*INPUT MATERIAL*.
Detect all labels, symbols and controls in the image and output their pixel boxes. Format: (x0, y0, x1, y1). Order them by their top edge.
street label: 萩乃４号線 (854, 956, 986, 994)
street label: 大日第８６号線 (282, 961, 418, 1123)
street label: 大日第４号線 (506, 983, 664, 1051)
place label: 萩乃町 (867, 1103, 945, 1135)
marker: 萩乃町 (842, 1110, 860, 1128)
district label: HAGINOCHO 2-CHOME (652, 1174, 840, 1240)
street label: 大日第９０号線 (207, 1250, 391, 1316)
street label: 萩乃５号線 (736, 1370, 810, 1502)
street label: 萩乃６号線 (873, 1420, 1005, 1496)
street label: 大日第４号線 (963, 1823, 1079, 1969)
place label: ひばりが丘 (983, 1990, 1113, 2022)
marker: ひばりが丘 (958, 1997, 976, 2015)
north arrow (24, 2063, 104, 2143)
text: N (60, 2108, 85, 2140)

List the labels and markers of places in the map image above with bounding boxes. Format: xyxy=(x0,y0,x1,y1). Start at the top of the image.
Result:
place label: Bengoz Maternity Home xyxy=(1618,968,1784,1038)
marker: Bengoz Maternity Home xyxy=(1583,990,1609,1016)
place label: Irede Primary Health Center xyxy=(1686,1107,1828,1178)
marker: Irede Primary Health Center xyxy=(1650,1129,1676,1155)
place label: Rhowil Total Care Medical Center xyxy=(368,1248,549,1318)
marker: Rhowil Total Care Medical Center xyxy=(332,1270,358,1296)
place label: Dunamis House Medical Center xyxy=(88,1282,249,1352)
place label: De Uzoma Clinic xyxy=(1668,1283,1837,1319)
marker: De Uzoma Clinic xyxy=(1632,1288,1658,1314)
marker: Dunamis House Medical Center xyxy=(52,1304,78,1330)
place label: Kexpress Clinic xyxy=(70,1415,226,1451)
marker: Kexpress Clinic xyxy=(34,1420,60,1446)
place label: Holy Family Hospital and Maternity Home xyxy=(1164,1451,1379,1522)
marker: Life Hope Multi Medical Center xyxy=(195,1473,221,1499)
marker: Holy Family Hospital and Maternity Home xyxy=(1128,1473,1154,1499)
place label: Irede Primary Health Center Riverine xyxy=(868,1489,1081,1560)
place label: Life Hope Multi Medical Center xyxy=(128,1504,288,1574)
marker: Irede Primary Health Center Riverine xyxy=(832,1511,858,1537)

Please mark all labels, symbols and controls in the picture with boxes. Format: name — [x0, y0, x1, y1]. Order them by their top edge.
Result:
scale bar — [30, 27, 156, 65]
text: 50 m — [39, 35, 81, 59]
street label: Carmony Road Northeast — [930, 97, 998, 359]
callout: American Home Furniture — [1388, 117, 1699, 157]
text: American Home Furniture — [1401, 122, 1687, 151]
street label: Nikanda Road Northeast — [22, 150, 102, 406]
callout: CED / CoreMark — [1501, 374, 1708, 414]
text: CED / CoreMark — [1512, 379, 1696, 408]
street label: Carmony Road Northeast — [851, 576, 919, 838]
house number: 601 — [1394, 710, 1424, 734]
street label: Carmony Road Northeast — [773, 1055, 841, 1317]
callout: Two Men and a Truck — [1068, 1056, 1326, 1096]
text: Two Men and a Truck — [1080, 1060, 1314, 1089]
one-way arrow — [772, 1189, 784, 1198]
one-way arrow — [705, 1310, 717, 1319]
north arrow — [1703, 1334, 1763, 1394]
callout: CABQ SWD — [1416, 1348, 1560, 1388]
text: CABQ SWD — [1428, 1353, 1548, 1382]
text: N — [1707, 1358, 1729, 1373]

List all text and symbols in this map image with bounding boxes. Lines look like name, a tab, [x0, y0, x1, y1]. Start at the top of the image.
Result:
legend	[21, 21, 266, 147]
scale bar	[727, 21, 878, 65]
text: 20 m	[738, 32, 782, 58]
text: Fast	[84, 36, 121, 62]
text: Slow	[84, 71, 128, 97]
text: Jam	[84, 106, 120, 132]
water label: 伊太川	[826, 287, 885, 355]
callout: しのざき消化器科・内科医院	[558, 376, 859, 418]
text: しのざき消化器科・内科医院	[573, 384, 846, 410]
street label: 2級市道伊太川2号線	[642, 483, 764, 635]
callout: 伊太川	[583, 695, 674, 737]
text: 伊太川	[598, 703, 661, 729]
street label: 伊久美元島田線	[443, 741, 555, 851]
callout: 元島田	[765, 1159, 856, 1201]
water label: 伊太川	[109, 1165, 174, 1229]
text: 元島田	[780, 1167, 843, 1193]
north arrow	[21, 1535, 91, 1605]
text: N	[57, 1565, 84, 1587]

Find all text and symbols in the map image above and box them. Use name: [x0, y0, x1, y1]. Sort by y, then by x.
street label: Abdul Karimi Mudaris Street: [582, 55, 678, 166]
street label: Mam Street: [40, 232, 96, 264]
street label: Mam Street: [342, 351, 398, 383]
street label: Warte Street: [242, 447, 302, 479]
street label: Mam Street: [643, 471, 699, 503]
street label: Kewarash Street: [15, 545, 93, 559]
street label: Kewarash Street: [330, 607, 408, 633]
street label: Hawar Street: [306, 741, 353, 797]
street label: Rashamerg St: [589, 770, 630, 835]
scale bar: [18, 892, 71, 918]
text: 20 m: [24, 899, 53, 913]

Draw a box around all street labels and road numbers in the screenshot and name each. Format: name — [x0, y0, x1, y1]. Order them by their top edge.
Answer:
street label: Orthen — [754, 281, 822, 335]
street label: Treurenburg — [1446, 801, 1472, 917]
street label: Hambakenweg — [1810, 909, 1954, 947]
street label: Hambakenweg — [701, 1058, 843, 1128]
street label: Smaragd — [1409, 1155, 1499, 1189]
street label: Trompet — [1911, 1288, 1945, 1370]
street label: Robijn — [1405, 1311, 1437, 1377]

*WORK INSTRUCTION*. So that nothing is lost, please reproduce each entry exactly as written.

*RESPONSE TO THE TASK*.
Detect all labels, symbols and controls in the image and output their pixel boxes. Format: (x0, y0, x1, y1). Order them by their top edge.
street label: 萩乃４号線 (854, 956, 986, 994)
street label: 大日第８６号線 (282, 961, 418, 1123)
street label: 大日第４号線 (506, 983, 664, 1051)
place label: 萩乃町 (867, 1103, 945, 1135)
marker: 萩乃町 (842, 1110, 860, 1128)
district label: HAGINOCHO 2-CHOME (652, 1174, 840, 1240)
street label: 大日第９０号線 (207, 1250, 391, 1316)
street label: 萩乃５号線 (736, 1370, 810, 1502)
street label: 萩乃６号線 (873, 1420, 1005, 1496)
street label: 大日第４号線 (963, 1823, 1079, 1969)
place label: ひばりが丘 (983, 1990, 1113, 2022)
marker: ひばりが丘 (958, 1997, 976, 2015)
north arrow (24, 2063, 104, 2143)
text: N (60, 2108, 85, 2140)

List the labels and markers of places in the map image above with bounding boxes. Format: xyxy=(x0,y0,x1,y1). Start at the top of the image.
Result:
place label: Bengoz Maternity Home xyxy=(1618,968,1784,1038)
marker: Bengoz Maternity Home xyxy=(1583,990,1609,1016)
place label: Irede Primary Health Center xyxy=(1686,1107,1828,1178)
marker: Irede Primary Health Center xyxy=(1650,1129,1676,1155)
place label: Rhowil Total Care Medical Center xyxy=(368,1248,549,1318)
marker: Rhowil Total Care Medical Center xyxy=(332,1270,358,1296)
place label: Dunamis House Medical Center xyxy=(88,1282,249,1352)
place label: De Uzoma Clinic xyxy=(1668,1283,1837,1319)
marker: De Uzoma Clinic xyxy=(1632,1288,1658,1314)
marker: Dunamis House Medical Center xyxy=(52,1304,78,1330)
place label: Kexpress Clinic xyxy=(70,1415,226,1451)
marker: Kexpress Clinic xyxy=(34,1420,60,1446)
place label: Holy Family Hospital and Maternity Home xyxy=(1164,1451,1379,1522)
marker: Life Hope Multi Medical Center xyxy=(195,1473,221,1499)
marker: Holy Family Hospital and Maternity Home xyxy=(1128,1473,1154,1499)
place label: Irede Primary Health Center Riverine xyxy=(868,1489,1081,1560)
place label: Life Hope Multi Medical Center xyxy=(128,1504,288,1574)
marker: Irede Primary Health Center Riverine xyxy=(832,1511,858,1537)

Please mark all labels, symbols and controls in the picture with boxes. Format: name — [x0, y0, x1, y1]. Order them by their top edge.
Result:
scale bar — [30, 27, 156, 65]
text: 50 m — [39, 35, 81, 59]
street label: Carmony Road Northeast — [930, 97, 998, 359]
callout: American Home Furniture — [1388, 117, 1699, 157]
text: American Home Furniture — [1401, 122, 1687, 151]
street label: Nikanda Road Northeast — [22, 150, 102, 406]
callout: CED / CoreMark — [1501, 374, 1708, 414]
text: CED / CoreMark — [1512, 379, 1696, 408]
street label: Carmony Road Northeast — [851, 576, 919, 838]
house number: 601 — [1394, 710, 1424, 734]
street label: Carmony Road Northeast — [773, 1055, 841, 1317]
callout: Two Men and a Truck — [1068, 1056, 1326, 1096]
text: Two Men and a Truck — [1080, 1060, 1314, 1089]
one-way arrow — [772, 1189, 784, 1198]
one-way arrow — [705, 1310, 717, 1319]
north arrow — [1703, 1334, 1763, 1394]
callout: CABQ SWD — [1416, 1348, 1560, 1388]
text: CABQ SWD — [1428, 1353, 1548, 1382]
text: N — [1707, 1358, 1729, 1373]

List all text and symbols in this map image with bounding boxes. Lines look like name, a tab, [x0, y0, x1, y1]. Start at the top of the image.
Result:
legend	[21, 21, 266, 147]
scale bar	[727, 21, 878, 65]
text: 20 m	[738, 32, 782, 58]
text: Fast	[84, 36, 121, 62]
text: Slow	[84, 71, 128, 97]
text: Jam	[84, 106, 120, 132]
water label: 伊太川	[826, 287, 885, 355]
callout: しのざき消化器科・内科医院	[558, 376, 859, 418]
text: しのざき消化器科・内科医院	[573, 384, 846, 410]
street label: 2級市道伊太川2号線	[642, 483, 764, 635]
callout: 伊太川	[583, 695, 674, 737]
text: 伊太川	[598, 703, 661, 729]
street label: 伊久美元島田線	[443, 741, 555, 851]
callout: 元島田	[765, 1159, 856, 1201]
water label: 伊太川	[109, 1165, 174, 1229]
text: 元島田	[780, 1167, 843, 1193]
north arrow	[21, 1535, 91, 1605]
text: N	[57, 1565, 84, 1587]

Find all text and symbols in the map image above and box them. Use name: [x0, y0, x1, y1]. Sort by y, then by x.
street label: Abdul Karimi Mudaris Street: [582, 55, 678, 166]
street label: Mam Street: [40, 232, 96, 264]
street label: Mam Street: [342, 351, 398, 383]
street label: Warte Street: [242, 447, 302, 479]
street label: Mam Street: [643, 471, 699, 503]
street label: Kewarash Street: [15, 545, 93, 559]
street label: Kewarash Street: [330, 607, 408, 633]
street label: Hawar Street: [306, 741, 353, 797]
street label: Rashamerg St: [589, 770, 630, 835]
scale bar: [18, 892, 71, 918]
text: 20 m: [24, 899, 53, 913]

Draw a box around all street labels and road numbers in the screenshot and name each. Format: name — [x0, y0, x1, y1]. Order them by their top edge.
Answer:
street label: Orthen — [754, 281, 822, 335]
street label: Treurenburg — [1446, 801, 1472, 917]
street label: Hambakenweg — [1810, 909, 1954, 947]
street label: Hambakenweg — [701, 1058, 843, 1128]
street label: Smaragd — [1409, 1155, 1499, 1189]
street label: Trompet — [1911, 1288, 1945, 1370]
street label: Robijn — [1405, 1311, 1437, 1377]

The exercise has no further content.